Bill & Ted’s Excellent Adventure
Comedy writers Chris Matheson and Ed Solomon were performing in a makeshift improv troupe in Los Angeles when one day they spontaneously started talking in funny, exaggerated California teenager voices. The characters they came up with—“Bill” and “Ted”—weren’t exactly stoners, surfers, or valley guys, but rather two good-hearted, not-too-bright suburban “dudes” who’d spent their whole lives baked in sunshine. Matheson and Solomon loved pretending to be Bill and Ted, who were so enthusiastic and congenial—like the best aspects of their creators, but simplified—so they kept imagining new situations for the characters. When they came up with the idea of Bill and Ted interacting with historical figures, they turned out a movie script in less than a week. When Bill & Ted’s Excellent Adventure was released in 1989, the low-budget comedy became a surprise hit and home-video favorite.
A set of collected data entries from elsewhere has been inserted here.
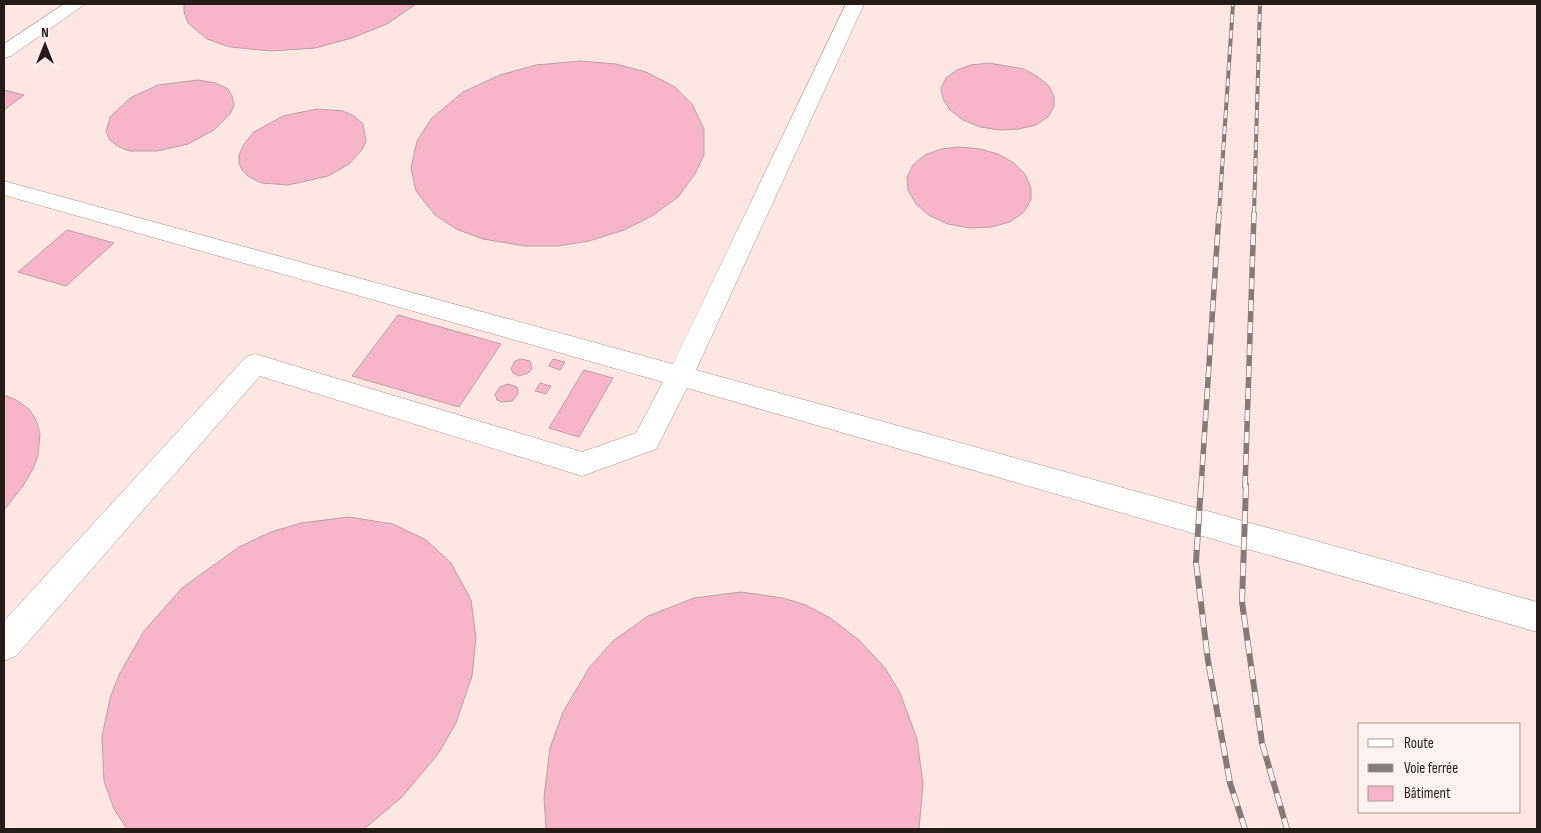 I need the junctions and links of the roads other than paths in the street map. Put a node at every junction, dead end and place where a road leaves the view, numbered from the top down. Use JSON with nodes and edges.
{"nodes":[{"id":1,"x":76,"y":4,"type":"edge"},
{"id":2,"x":855,"y":4,"type":"edge"},
{"id":3,"x":4,"y":52,"type":"edge"},
{"id":4,"x":4,"y":188,"type":"edge"},
{"id":5,"x":680,"y":376,"type":"junction"},
{"id":6,"x":1537,"y":617,"type":"edge"},
{"id":7,"x":4,"y":645,"type":"edge"}],
"edges":[{"from":1,"to":3,"type":"lane"},
{"from":2,"to":5,"type":"lane"},
{"from":4,"to":5,"type":"lane"},
{"from":5,"to":6,"type":"lane"},
{"from":5,"to":7,"type":"lane"}]}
There are multiple reasons why Bill & Ted’s Excellent Adventure is such an entertaining movie even now, but the biggest is that Matheson, Solomon, and director Stephen Herek found the perfect Bill and Ted in Alex Winter and Keanu Reeves, two young actors with just the right boyish energy. As these two skip through the timeline, kidnapping the likes of Napoleon, “Sigmund Frood,” “Beeth-oven,” and “So-crates”—all for the sake of passing a high-school history final and assuring a utopian future for their hometown of San Dimas—Winter and Reeves always look like they’re having a most triumphant time, which makes lines like, “Strange things are afoot at the Circle K!” and, “You killed Ted, you medieval dickweed!” and, “Want a Twinkie, Genghis Kahn?” much funnier than they have any right to be.
The 1991 sequel Bill & Ted’s Bogus Journey is much cleverer, but Bill & Ted’s Excellent Adventure does have fun with time-travel logic, and is filled with delightful little absurdities like Billy The Kid and Socrates tossing a football around in medieval times. Really, “fun” is the whole reason for the movie, built into the foundation by the joy Matheson and Solomon originally took in being Bill and Ted. The film itself is something of a time machine now, transporting viewers back to the shopping malls, water parks, hair metal, and general frivolity of the ’80s. But from the moment George Carlin appears in the opening scene, like the host of a Rankin-Bass Christmas special, introducing the audience to the wonderful world of tomorrow, Bill & Ted’s Excellent Adventure mostly just comes across as pure, goofy fantasy: an enjoyable space for anyone to inhabit.
Key features: A cheerful 20-minute conversation between Matheson and Solomon (in which, among other things, they reveal that Herek got into the proper mood during his first reading of the script by listening to Van Halen), a tutorial on proper air-guitar technique, and a full episode of the 1990 animated Bill & Ted series.